*ASSIGNED TASK:* Filter the entries below, keeping only lines with the word "main".

*DATA PROVIDED:*
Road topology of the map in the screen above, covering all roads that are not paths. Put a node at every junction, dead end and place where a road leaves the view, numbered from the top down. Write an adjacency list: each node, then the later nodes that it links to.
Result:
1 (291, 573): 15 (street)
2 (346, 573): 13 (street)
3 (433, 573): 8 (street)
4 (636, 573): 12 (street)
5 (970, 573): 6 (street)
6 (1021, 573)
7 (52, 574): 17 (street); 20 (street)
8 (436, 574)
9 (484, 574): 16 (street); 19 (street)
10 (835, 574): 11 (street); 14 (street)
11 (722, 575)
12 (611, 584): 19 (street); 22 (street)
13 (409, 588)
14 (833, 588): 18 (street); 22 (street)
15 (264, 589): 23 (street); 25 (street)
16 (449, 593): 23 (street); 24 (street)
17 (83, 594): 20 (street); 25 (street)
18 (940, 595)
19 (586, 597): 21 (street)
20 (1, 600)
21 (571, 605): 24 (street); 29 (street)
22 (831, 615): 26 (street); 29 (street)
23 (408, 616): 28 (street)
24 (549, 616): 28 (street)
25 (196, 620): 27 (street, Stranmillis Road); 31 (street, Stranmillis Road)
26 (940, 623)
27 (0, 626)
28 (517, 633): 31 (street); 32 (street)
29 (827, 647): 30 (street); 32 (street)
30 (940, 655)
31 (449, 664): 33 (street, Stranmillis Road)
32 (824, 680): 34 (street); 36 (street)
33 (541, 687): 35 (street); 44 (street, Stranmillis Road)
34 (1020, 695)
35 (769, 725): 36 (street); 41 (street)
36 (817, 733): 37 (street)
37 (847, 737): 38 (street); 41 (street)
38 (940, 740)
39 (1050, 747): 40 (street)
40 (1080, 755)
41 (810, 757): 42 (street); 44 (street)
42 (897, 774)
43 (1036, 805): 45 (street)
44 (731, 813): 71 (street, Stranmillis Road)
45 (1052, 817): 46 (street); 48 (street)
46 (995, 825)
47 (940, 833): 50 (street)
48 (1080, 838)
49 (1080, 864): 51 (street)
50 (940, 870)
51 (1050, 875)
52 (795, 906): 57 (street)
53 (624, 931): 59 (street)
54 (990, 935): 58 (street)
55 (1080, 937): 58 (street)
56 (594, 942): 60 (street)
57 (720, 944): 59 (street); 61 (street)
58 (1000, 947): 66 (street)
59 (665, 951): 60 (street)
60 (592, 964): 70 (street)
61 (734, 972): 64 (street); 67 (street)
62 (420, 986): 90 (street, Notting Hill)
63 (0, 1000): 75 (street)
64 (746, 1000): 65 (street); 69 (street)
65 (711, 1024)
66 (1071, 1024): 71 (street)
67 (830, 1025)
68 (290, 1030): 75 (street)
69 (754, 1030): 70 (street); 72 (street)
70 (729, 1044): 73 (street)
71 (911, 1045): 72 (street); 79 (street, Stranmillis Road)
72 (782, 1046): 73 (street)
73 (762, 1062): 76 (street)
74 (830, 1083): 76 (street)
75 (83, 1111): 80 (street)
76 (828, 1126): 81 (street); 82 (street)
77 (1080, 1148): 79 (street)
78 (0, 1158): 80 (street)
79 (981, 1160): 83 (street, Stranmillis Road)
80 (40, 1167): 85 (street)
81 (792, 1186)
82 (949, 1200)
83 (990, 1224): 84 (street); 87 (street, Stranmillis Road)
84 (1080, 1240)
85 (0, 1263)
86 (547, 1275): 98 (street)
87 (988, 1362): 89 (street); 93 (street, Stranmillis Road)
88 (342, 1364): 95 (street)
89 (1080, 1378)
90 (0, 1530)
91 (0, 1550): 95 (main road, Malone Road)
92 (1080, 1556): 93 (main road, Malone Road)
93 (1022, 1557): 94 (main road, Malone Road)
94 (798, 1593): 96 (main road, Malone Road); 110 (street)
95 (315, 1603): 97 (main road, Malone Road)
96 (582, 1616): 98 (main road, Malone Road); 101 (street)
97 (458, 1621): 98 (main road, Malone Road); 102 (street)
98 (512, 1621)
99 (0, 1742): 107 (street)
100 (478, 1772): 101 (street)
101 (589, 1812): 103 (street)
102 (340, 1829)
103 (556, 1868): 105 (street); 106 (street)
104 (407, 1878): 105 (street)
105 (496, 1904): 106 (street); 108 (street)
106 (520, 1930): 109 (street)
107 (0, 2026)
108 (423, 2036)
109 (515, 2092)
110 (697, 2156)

*FINAL ANSWER:*
91 (0, 1550): 95 (main road, Malone Road)
92 (1080, 1556): 93 (main road, Malone Road)
93 (1022, 1557): 94 (main road, Malone Road)
94 (798, 1593): 96 (main road, Malone Road); 110 (street)
95 (315, 1603): 97 (main road, Malone Road)
96 (582, 1616): 98 (main road, Malone Road); 101 (street)
97 (458, 1621): 98 (main road, Malone Road); 102 (street)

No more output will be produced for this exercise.